FOIC
- Dissolved: May 12, 1945
- Location: Argentina;
- Key people: José Peter

= Meat Industry Workers Federation =

The Meat Industry Workers Federation (in Spanish: Federación Obrera de la Industria de la Carne, abbreviated FOIC) was a trade union of meat workers in Argentina. The union was founded in the early 1930s. FOIC was led by the Communist Party of Argentina. José Peter was the general secretary of FOIC.

==1932 strike==
FIOC led a major strike in the Argentinian meat-packing industry in 1932. The strike began on May 20, 1932, and followed strikes in the tram workers' and farmers' strikes in March and April the same year. Although it only lasted for less than two weeks, it was the largest strike in the country since 1917–1918. The union shut down the largest meat-packing plant in the world, Anglo Frigorífico in Avellaneda. The strike spread to other meat-packing plants in Avellaneda and some workers also joined it in Berisso.

In preparations for the strike, the communists were able to benefit from their experiences with clandestine activism. As they were unable to hold large public meetings, they contacted workers and held small clandestine meetings with them. The meetings were camouflaged as picnics, festivals or other social gatherings.

At Anglo Frigorífico, 4,000 workers joined the strike. Around 3,000 workers participated in the daily mass meetings organized by FOIC and CUSC at Anglo Frigorífico. On May 21, 1931, FOIC mobilized a mass meeting at another meat-packing plant, La Blanca, with 2,500 participants. Violence erupted during the strike, and the Communist Party issued a call for workers' self-defense. On May 22, 1932, a meeting was held in Salon Verdi in La Boca. During this meeting, Peter called for continuation of the strike and condemned CGT and FORA for not having joined the strike.

However, the strike resulted in a failure for FOIC. The strike was met with repression, striking workers were assaulted by police forces. Police raided the FOIC headquarters and shut it down. In the industries, strikebreakers were brought in to substitute striking workers.

==Organizing profile==
FOIC published El Obrero del Frigorífico.

Following the 1932 strike, FOIC readjusted some of its policies. It began to recognize the increasing importance of women workers in the meat-packing industries, and began to raise the demand for 'equal pay for equal work'. Moreover, with the emergence of Taylorist practices in the meat industry since the 1920s, FOIC demanded an end to piecework and premium system.

In 1935, the Communist Party adopted a more moderate approach to union organizing in the meat industry. FOIC worked on two fronts; on one hand it ran a national campaign (directed towards the Argentinian public opinion, government and CGT leadership) for improved conditions for meat workers, on the other FOIC began to organize informal social activities amongst meat-packing workers (such as picnics and barbecues).

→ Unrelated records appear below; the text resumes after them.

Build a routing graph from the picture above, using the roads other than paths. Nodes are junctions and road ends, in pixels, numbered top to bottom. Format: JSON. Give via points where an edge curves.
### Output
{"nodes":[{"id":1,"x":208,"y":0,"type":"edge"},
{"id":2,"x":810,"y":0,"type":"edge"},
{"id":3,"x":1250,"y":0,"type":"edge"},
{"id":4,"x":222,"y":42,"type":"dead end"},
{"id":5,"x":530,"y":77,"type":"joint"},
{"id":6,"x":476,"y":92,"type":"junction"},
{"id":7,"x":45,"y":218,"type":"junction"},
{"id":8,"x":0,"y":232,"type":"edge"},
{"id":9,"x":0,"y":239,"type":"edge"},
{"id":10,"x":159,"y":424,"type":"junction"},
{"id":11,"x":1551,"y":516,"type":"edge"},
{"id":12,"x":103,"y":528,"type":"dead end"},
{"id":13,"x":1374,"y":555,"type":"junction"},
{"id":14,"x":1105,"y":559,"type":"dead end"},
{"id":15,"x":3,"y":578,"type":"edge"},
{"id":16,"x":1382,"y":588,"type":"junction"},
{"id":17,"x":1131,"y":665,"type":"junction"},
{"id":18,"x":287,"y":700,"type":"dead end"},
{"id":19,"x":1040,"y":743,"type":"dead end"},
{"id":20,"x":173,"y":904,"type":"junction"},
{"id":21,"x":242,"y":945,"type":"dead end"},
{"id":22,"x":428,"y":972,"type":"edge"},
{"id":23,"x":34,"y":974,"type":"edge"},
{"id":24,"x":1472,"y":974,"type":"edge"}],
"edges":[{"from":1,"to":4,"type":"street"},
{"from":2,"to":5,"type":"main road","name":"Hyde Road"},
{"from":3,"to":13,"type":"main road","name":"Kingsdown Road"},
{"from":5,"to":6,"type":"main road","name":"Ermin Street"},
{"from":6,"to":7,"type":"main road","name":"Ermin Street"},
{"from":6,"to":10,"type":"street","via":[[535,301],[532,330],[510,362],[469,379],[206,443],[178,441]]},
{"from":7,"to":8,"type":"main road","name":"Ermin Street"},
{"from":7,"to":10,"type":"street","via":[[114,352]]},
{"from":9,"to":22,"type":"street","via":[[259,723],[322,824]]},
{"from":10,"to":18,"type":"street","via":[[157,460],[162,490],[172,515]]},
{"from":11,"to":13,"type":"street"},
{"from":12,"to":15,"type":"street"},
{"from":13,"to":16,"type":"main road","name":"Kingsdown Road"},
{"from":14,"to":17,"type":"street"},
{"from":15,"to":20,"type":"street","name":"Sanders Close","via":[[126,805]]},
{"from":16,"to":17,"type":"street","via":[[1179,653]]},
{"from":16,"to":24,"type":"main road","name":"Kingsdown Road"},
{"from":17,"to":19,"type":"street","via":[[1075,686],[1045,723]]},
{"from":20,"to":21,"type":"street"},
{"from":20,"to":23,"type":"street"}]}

In 1939 FOIC reached a formal deal with the CGT leadership (which was in the hands of moderate socialists), in which CGT agreed to prioritize organizing in the meat industry. Moreover, a petition, drafted by José Peter, was presented by the Socialist Party parliamentary faction in the Argentinian Chamber of Deputies, demanding improvements in the situation of meat-packing workers.

In 1942, after long negotiations, FOIC reached a deal with the meat-packing industry management regarding pensions for meat workers.

==Ban and resistance==
One of the first moves of the military junta that seized power in June 1943, was the ban issued on FOIC. The FOIC offices in Berrios and Avellaneda were closed down. FOIC leaders, such as Peter, were arrested.

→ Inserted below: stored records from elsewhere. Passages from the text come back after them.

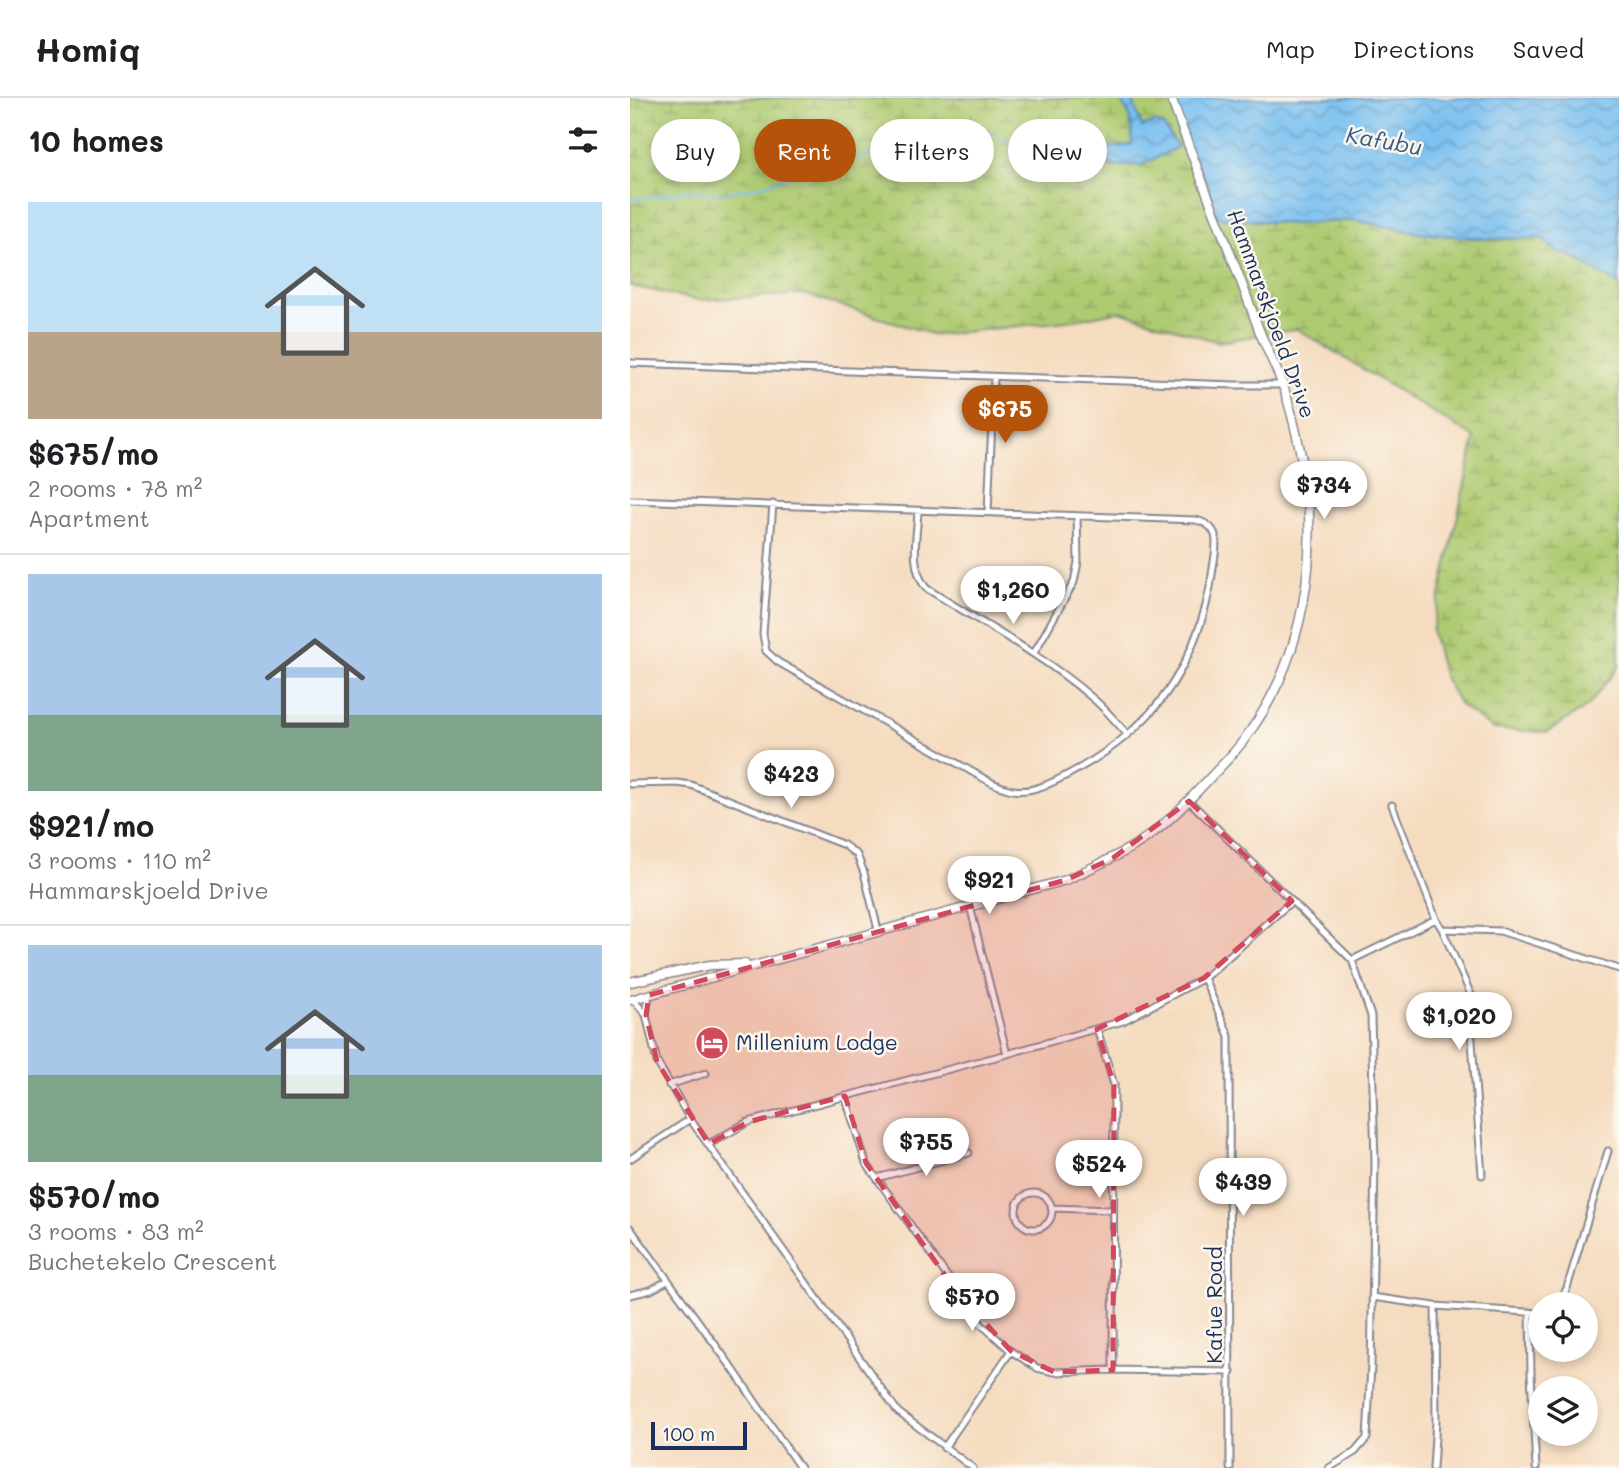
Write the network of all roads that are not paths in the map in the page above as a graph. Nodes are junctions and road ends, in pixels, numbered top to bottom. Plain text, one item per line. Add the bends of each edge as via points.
1 (1171, 98) edge
2 (630, 363) edge
3 (995, 377) junction
4 (1282, 385) junction
5 (630, 500) edge
6 (773, 504) junction
7 (918, 511) junction
8 (988, 512) junction
9 (1077, 516) junction
10 (1034, 653) junction
11 (1128, 735) junction
12 (630, 784) edge
13 (1189, 800) junction
14 (1392, 805) dead end
15 (1292, 901) junction
16 (970, 906) junction
17 (1437, 919) junction
18 (1442, 929) junction
19 (878, 930) junction
20 (1352, 960) junction
21 (755, 964) junction
22 (1619, 969) edge
23 (663, 974) junction
24 (1204, 978) junction
25 (630, 982) edge
26 (669, 989) junction
27 (649, 995) junction
28 (631, 999) edge
29 (646, 1015) junction
30 (1097, 1029) junction
31 (1007, 1054) junction
32 (706, 1073) dead end
33 (669, 1085) junction
34 (845, 1096) junction
35 (690, 1119) junction
36 (709, 1144) junction
37 (1608, 1151) dead end
38 (969, 1153) dead end
39 (630, 1159) edge
40 (1482, 1175) dead end
41 (877, 1178) junction
42 (1051, 1208) junction
43 (1112, 1210) junction
44 (630, 1228) edge
45 (667, 1281) junction
46 (1565, 1292) edge
47 (630, 1295) edge
48 (1371, 1297) junction
49 (1435, 1306) junction
50 (1528, 1312) edge
51 (1011, 1351) junction
52 (1531, 1362) edge
53 (1113, 1370) junction
54 (1231, 1371) junction
55 (944, 1448) junction
56 (800, 1468) edge
57 (973, 1468) edge
58 (1230, 1468) edge
59 (1329, 1468) edge
60 (1433, 1468) edge
61 (1536, 1468) edge

1 - 4 main road, Hammarskjoeld Drive
2 - 3 street
3 - 4 street
3 - 8 street
4 - 13 main road, Hammarskjoeld Drive via 1302,459 1310,534 1308,576 1298,625 1279,679 1247,736
5 - 6 street
6 - 7 street
6 - 11 street via 763,634 766,650 778,662 994,784 1015,790 1033,790 1059,780
7 - 8 street
7 - 10 street via 915,563 926,587
8 - 9 street
9 - 10 street via 1074,582
9 - 11 street via 1196,520 1206,523 1217,538 1206,608 1193,643 1166,693
10 - 11 street via 1093,698
12 - 19 street via 691,785 844,845 857,855
13 - 15 street
13 - 16 main road, Hammarskjoeld Drive via 1145,839 1113,858 1066,880
14 - 17 street
15 - 20 street
15 - 24 street
16 - 19 main road, Hammarskjoeld Drive
16 - 31 street
17 - 18 street
17 - 20 street
18 - 22 street via 1500,931
18 - 40 street via 1476,1010 1471,1028
19 - 21 main road, Hammarskjoeld Drive
20 - 48 street via 1371,1016 1375,1163
21 - 23 main road, Hammarskjoeld Drive via 710,964
21 - 26 main road, Hammarskjoeld Drive
23 - 25 main road, Hammarskjoeld Drive
23 - 26 main road
24 - 30 street via 1123,1021
24 - 54 street, Kafue Road via 1229,1036
26 - 27 main road, Hammarskjoeld Drive
27 - 28 main road, Hammarskjoeld Drive
27 - 29 street
28 - 29 street
29 - 33 street via 657,1062
30 - 31 street
30 - 43 street via 1114,1085
31 - 34 street
32 - 33 street
33 - 35 street
34 - 36 street via 748,1122
34 - 41 street via 860,1149
35 - 36 street
35 - 39 street
36 - 55 street via 898,1412
37 - 46 street
38 - 41 street
41 - 51 street via 982,1325
42 - 42 street via 1041,1227 1025,1226 1016,1214 1027,1194 1042,1195
42 - 43 street
43 - 53 street
44 - 45 street
45 - 47 street
45 - 56 street
48 - 49 street
48 - 59 street via 1367,1438
49 - 50 street
49 - 60 street
51 - 53 street via 1037,1368 1054,1372
51 - 55 street
52 - 61 street
53 - 54 street
54 - 58 street, Kafue Road
55 - 57 street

FOIC organized resistance to the new regime. FOIC cadres organized mass meetings in Rosario, Avellaneda and Berrios. They issued a strike petition, with both economic demands (such as demand for 30 hours guaranteed work per week) as well as a call for release of jailed labour leaders. The management refused to negotiate with the union. A major general strike was organized in September 1943. During the strike, many striking workers were attacked and arrested by police. However, the strike paralyzed the meat industry. Towards the end of the month, Peter and other FOIC leaders were released. The government agreed to recognize the right to union organizing, and FOIC called off the strike.

==Repressed, again==
In October 1943, there was yet another clampdown on FOIC, yet more aggressive than the June 1943 crack-down. Negotiations with the management and government on meeting economic demands had failed. On October 22, 1943, the government raided the FOIC offices and the union leaders (including Peter) were jailed (Peter was deported to Uruguay after a year and half of imprisonment). The government ordered that the funds of FOIC was transferred to two persons that had been expelled from the organization. Following this crack-down, competition surged between the communists, independent unionists and Peronists over hegemony over the meat industry union movement. The latter two aligned themselves to corner the influence of FOIC.

==Dissolution==
At a meeting held in the Eden del Dock Sur cinema on May 12, 1945, Peter declared that FOIC had been dissolved and encouraged the members and sympathizers of the union should join the autonomous unions in the meat industry. On September 1, 1946, CGT (now under Peronist leadership) accepted the transfer of the properties of FOIC from Peter.